• _Task statement_
Pull every line containing "ARPA" out of the listing below.

• _Dataset_
******
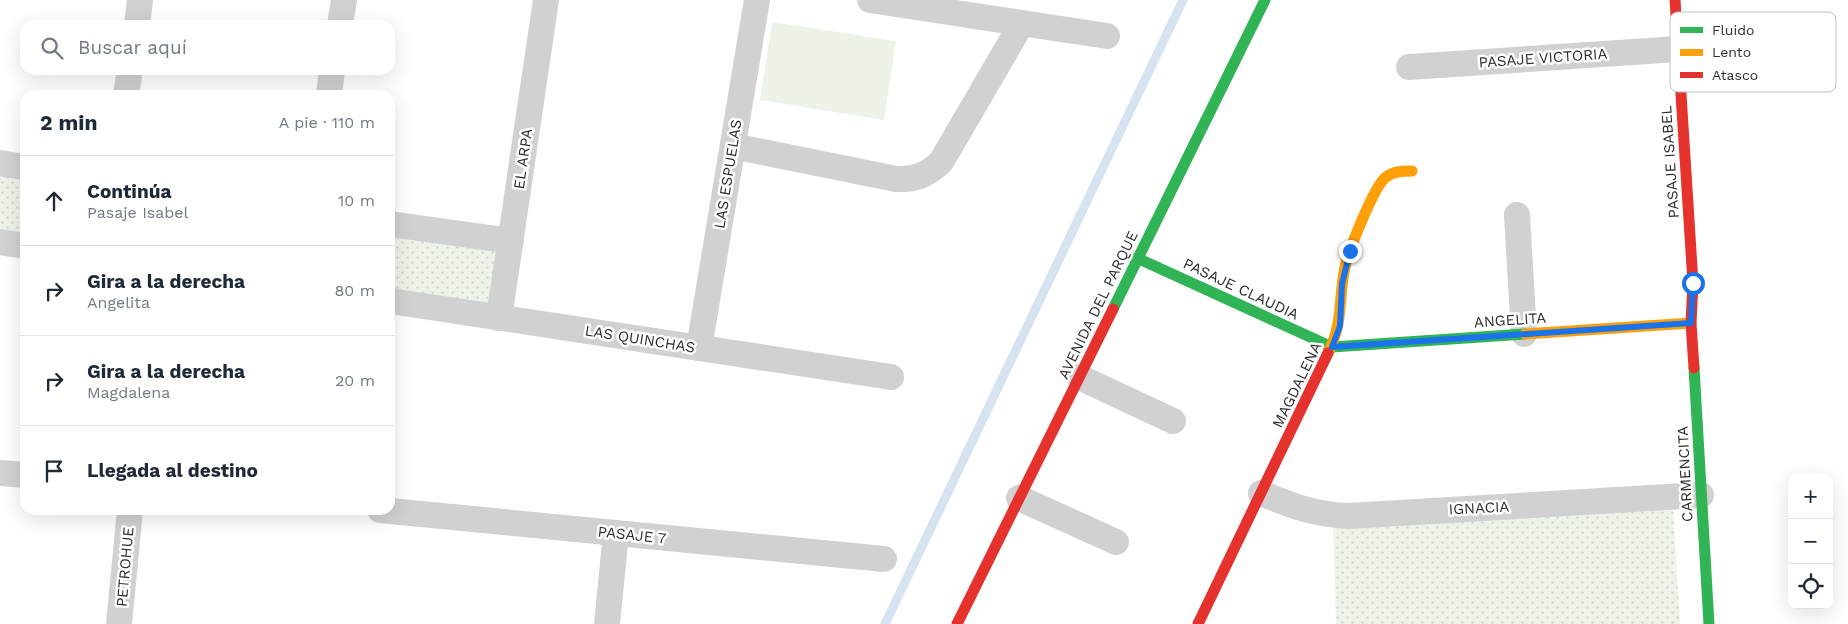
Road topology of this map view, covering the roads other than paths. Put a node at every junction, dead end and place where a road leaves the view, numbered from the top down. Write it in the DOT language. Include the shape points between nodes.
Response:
graph roads {
  1 [pos="140,0"];
  2 [pos="344,0"];
  3 [pos="546,0"];
  4 [pos="757,0"];
  5 [pos="870,0"];
  6 [pos="1265,0"];
  7 [pos="925,4"];
  8 [pos="138,20"];
  9 [pos="341,20"];
  10 [pos="1022,23"];
  11 [pos="1107,36"];
  12 [pos="1670,50"];
  13 [pos="1409,67"];
  14 [pos="129,75"];
  15 [pos="331,75"];
  16 [pos="127,90"];
  17 [pos="329,90"];
  18 [pos="1681,92"];
  19 [pos="733,146"];
  20 [pos="0,163"];
  21 [pos="20,166"];
  22 [pos="1412,171"];
  23 [pos="1517,215"];
  24 [pos="395,225"];
  25 [pos="510,241"];
  26 [pos="0,242"];
  27 [pos="20,245"];
  28 [pos="1137,258"];
  29 [pos="395,302"];
  30 [pos="499,318"];
  31 [pos="1691,323"];
  32 [pos="1524,334"];
  33 [pos="1332,347"];
  34 [pos="700,348"];
  35 [pos="891,377"];
  36 [pos="1079,377"];
  37 [pos="1173,421"];
  38 [pos="0,473"];
  39 [pos="20,475"];
  40 [pos="1261,493"];
  41 [pos="1701,495"];
  42 [pos="1019,498"];
  43 [pos="395,511"];
  44 [pos="130,515"];
  45 [pos="616,533"];
  46 [pos="1116,542"];
  47 [pos="884,559"];
  48 [pos="965,622"];
  49 [pos="119,624"];
  50 [pos="607,624"];
  51 [pos="1198,624"];
  52 [pos="1709,624"];
  1 -- 8 [label="street"];
  2 -- 9 [label="street"];
  3 -- 25 [label="street, EL ARPA"];
  4 -- 19 [label="street, LAS ESPUELAS"];
  5 -- 7 [label="street"];
  6 -- 28 [label="street, AVENIDA DEL PARQUE"];
  7 -- 10 [label="street"];
  10 -- 11 [label="street"];
  10 -- 19 [label="street" via="941,162 920,178 896,179"];
  12 -- 13 [label="street, PASAJE VICTORIA"];
  14 -- 16 [label="street"];
  15 -- 17 [label="street"];
  18 -- 31 [label="street, PASAJE ISABEL" via="1693,283"];
  19 -- 34 [label="street, LAS ESPUELAS"];
  20 -- 21 [label="street"];
  22 -- 33 [label="street, MAGDALENA" via="1397,172 1382,180 1350,251 1342,284 1340,326"];
  23 -- 32 [label="street"];
  24 -- 25 [label="street"];
  25 -- 30 [label="street, EL ARPA"];
  26 -- 27 [label="street"];
  28 -- 33 [label="street, PASAJE CLAUDIA"];
  28 -- 36 [label="street, AVENIDA DEL PARQUE"];
  29 -- 30 [label="street, LAS QUINCHAS"];
  30 -- 34 [label="street, LAS QUINCHAS"];
  31 -- 32 [label="street, ANGELITA"];
  31 -- 41 [label="street, CARMENCITA"];
  32 -- 33 [label="street, ANGELITA"];
  33 -- 40 [label="street, MAGDALENA"];
  34 -- 35 [label="street, LAS QUINCHAS"];
  36 -- 37 [label="street"];
  36 -- 42 [label="street, AVENIDA DEL PARQUE"];
  38 -- 39 [label="street"];
  40 -- 41 [label="street, IGNACIA" via="1298,508 1348,516"];
  40 -- 51 [label="street, MAGDALENA"];
  41 -- 52 [label="street, CARMENCITA"];
  42 -- 46 [label="street"];
  42 -- 48 [label="street, AVENIDA DEL PARQUE"];
  43 -- 45 [label="street, PASAJE 7"];
  44 -- 49 [label="street, PETROHUE"];
  45 -- 47 [label="street, PASAJE 7"];
  45 -- 50 [label="street"];
}
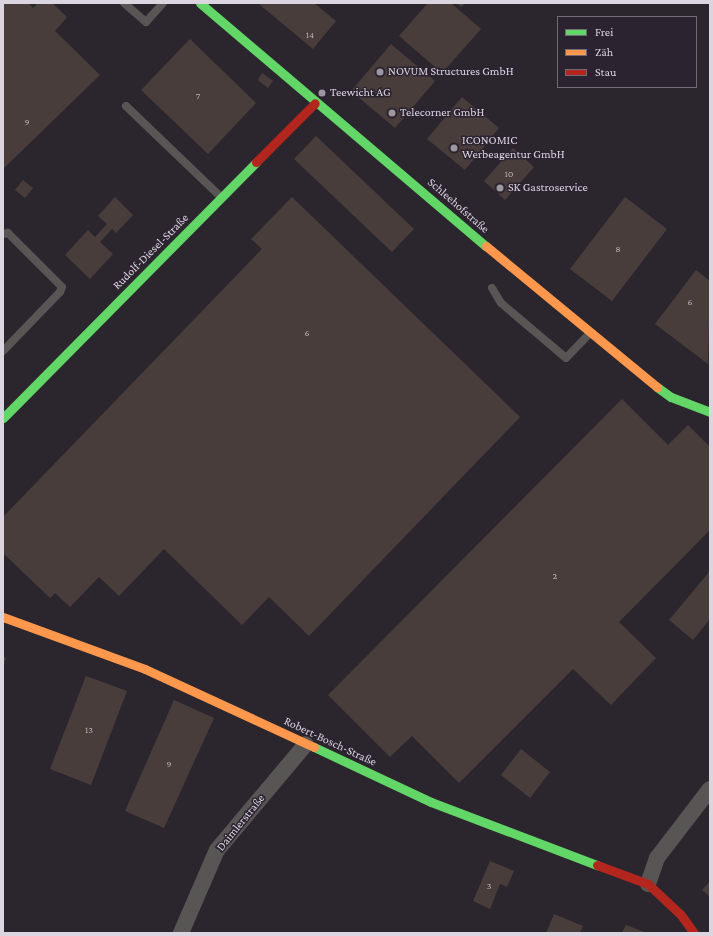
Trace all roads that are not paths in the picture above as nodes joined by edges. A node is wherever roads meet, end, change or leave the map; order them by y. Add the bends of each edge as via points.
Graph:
1 (124, 3) edge
2 (163, 3) edge
3 (200, 3) edge
4 (315, 103) junction
5 (126, 106) dead end
6 (221, 198) junction
7 (3, 234) edge
8 (492, 288) dead end
9 (589, 333) junction
10 (3, 351) edge
11 (710, 412) edge
12 (3, 418) edge
13 (3, 617) edge
14 (306, 744) junction
15 (710, 790) edge
16 (648, 884) junction
17 (181, 933) edge
18 (694, 933) edge

1 - 2 lane via 146,22
3 - 4 street, Schleehofstraße
4 - 6 street, Rudolf-Diesel-Straße
4 - 9 street, Schleehofstraße
5 - 6 lane
6 - 12 street, Rudolf-Diesel-Straße
7 - 10 lane via 8,233 62,287
8 - 9 lane via 501,303 566,358
9 - 11 street, Schleehofstraße via 671,398
13 - 14 street, Robert-Bosch-Straße via 144,669
14 - 16 street, Robert-Bosch-Straße via 431,802
14 - 17 street, Daimlerstraße via 217,850
15 - 16 street via 657,858
16 - 18 street via 681,915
******
• _Problem solution_
  3 -- 25 [label="street, EL ARPA"];
  25 -- 30 [label="street, EL ARPA"];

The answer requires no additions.